═════ Data in this exercise

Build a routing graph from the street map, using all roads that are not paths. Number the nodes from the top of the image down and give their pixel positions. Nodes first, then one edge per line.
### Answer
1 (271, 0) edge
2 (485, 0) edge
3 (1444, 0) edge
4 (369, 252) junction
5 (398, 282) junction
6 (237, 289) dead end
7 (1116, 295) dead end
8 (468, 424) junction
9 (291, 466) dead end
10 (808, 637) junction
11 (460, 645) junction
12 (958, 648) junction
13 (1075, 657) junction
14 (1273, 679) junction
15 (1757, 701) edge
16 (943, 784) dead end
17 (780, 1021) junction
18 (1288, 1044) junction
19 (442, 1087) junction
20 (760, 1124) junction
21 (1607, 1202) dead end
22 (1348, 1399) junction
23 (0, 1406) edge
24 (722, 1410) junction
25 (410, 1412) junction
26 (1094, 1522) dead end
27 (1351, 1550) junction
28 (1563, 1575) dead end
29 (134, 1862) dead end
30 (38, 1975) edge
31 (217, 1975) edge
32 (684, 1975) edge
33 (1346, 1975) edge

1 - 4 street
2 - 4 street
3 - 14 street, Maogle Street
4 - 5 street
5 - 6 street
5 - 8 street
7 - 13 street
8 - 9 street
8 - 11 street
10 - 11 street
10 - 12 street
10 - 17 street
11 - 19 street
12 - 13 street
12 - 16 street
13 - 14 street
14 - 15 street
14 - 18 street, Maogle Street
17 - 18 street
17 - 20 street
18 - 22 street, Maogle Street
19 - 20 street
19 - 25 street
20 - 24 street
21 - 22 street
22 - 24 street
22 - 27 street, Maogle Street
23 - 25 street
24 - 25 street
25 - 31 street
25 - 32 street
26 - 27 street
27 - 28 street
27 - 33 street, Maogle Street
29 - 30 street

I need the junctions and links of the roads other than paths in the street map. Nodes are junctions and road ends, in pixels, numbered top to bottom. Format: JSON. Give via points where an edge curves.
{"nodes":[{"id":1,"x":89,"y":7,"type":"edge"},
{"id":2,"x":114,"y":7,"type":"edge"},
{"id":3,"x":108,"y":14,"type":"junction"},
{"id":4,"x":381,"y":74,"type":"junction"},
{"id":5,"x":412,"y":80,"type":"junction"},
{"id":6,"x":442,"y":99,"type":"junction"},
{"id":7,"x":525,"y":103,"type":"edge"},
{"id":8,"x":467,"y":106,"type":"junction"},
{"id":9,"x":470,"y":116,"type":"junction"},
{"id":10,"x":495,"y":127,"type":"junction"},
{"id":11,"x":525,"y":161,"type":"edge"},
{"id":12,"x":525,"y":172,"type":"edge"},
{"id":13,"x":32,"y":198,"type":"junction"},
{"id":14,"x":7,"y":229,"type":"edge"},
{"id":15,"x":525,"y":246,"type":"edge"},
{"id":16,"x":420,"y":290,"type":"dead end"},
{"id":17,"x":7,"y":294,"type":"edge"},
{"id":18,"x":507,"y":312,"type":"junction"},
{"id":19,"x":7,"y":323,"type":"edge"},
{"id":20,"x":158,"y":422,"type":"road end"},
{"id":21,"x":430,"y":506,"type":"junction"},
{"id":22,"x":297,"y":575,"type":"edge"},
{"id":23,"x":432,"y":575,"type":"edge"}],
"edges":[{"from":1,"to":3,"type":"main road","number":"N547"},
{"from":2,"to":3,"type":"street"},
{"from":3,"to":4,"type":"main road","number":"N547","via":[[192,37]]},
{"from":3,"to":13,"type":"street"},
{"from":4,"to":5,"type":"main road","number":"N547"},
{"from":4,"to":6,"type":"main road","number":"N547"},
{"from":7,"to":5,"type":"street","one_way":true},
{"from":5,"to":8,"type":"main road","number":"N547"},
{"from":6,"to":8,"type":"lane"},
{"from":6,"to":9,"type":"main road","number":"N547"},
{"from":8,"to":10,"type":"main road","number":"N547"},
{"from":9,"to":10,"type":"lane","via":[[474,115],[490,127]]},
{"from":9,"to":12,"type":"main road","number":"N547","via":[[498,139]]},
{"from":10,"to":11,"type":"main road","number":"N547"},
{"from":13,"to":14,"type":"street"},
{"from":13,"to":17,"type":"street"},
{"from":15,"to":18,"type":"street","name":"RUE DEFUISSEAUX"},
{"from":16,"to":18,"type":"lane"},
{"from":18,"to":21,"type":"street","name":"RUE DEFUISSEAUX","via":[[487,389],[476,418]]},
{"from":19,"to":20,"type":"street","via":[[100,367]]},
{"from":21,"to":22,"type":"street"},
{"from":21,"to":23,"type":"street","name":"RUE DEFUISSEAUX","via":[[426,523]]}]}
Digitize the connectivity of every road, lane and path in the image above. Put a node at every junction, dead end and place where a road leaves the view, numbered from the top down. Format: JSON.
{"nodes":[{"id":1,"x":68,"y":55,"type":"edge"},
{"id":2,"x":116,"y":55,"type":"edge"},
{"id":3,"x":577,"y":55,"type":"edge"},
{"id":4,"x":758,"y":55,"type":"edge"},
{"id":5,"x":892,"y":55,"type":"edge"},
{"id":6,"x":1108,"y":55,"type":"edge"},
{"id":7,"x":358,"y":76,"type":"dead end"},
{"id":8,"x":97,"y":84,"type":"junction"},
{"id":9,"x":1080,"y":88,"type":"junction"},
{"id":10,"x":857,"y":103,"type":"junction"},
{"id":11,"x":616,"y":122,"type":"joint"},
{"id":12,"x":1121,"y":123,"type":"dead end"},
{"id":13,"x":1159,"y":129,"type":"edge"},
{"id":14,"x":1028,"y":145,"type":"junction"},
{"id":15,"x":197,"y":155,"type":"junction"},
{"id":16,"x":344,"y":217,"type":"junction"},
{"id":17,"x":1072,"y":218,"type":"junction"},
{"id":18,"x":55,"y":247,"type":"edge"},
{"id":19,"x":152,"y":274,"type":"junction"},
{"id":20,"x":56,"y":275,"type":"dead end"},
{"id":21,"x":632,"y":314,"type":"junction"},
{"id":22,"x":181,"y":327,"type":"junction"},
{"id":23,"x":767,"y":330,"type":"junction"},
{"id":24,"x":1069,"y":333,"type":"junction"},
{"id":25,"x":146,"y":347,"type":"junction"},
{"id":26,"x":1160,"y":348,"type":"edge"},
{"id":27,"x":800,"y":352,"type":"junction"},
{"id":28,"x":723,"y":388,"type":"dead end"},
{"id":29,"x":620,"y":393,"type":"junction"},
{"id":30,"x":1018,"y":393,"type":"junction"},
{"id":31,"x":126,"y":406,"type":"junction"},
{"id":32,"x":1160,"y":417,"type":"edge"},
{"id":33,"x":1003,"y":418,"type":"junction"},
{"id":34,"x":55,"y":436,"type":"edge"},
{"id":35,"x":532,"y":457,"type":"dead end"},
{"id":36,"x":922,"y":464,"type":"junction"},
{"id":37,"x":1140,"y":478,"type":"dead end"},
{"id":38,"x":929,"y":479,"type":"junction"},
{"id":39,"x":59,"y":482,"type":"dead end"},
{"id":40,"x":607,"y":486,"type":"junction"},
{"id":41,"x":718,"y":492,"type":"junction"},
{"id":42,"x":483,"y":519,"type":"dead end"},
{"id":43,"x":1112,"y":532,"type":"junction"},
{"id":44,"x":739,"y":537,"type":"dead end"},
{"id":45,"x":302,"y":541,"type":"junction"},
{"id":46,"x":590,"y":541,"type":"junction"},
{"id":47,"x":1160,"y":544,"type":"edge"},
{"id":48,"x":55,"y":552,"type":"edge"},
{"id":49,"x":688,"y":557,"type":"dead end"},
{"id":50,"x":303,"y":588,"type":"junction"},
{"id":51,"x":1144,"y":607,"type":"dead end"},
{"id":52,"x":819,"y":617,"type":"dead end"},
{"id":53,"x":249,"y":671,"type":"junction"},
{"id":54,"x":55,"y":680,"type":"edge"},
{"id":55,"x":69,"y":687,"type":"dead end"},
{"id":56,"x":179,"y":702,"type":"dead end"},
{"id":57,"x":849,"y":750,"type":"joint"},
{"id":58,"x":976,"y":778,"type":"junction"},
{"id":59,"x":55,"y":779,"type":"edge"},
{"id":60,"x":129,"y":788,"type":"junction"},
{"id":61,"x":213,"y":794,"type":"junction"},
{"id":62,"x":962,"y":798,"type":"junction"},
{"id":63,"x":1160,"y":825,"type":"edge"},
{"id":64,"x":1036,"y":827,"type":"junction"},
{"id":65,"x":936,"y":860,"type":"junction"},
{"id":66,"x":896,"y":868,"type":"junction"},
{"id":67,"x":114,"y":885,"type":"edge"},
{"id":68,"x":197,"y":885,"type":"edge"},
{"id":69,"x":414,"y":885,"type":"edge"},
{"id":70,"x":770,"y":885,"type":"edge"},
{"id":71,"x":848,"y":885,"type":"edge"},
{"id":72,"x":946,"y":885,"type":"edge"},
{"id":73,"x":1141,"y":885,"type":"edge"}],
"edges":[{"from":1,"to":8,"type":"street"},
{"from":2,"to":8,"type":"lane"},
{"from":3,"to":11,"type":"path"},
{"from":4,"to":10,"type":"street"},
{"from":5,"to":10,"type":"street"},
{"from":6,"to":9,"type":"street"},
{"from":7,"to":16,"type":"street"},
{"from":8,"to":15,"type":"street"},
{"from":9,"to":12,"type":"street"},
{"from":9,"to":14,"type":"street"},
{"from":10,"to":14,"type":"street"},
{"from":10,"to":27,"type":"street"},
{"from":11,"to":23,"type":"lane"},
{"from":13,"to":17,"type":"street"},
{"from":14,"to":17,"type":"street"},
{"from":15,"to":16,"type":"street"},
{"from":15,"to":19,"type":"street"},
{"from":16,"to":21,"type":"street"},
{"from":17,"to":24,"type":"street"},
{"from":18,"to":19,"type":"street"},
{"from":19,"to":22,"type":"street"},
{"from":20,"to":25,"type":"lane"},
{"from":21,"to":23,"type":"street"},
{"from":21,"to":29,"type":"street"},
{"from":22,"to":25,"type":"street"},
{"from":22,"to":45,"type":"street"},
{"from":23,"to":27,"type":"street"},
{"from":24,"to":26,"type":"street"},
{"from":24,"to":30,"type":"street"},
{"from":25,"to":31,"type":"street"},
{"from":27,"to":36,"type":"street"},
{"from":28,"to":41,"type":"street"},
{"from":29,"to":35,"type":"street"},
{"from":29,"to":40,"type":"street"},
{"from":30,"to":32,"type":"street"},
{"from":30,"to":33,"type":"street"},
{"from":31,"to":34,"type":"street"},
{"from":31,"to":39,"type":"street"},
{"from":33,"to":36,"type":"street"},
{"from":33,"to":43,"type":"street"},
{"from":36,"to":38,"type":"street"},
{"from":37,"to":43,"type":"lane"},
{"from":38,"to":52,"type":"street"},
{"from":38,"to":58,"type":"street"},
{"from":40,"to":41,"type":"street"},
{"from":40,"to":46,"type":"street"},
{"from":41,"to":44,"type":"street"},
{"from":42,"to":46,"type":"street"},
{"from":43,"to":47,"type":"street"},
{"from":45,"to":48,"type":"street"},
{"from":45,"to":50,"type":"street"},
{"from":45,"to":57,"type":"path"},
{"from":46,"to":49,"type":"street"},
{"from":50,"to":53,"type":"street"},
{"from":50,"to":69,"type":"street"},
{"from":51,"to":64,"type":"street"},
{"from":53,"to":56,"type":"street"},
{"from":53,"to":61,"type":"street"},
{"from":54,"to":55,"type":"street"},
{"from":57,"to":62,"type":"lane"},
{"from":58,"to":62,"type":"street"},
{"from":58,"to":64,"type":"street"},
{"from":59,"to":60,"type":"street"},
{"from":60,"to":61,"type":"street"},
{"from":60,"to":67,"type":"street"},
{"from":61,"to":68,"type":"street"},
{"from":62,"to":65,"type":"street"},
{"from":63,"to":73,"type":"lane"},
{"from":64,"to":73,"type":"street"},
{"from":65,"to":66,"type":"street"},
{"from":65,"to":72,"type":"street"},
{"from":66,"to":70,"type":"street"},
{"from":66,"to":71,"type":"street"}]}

══════════

Show the lines above with "where".

I need the junctions and links of the roads other than paths in the street map. Nodes are junctions and road ends, in pixels, numbered top to bottom. Format: JSON. Give via points where an edge curves.
Digitize the connectivity of every road, lane and path in the image above. Put a node at every junction, dead end and place where a road leaves the view, numbered from the top down. Format: JSON.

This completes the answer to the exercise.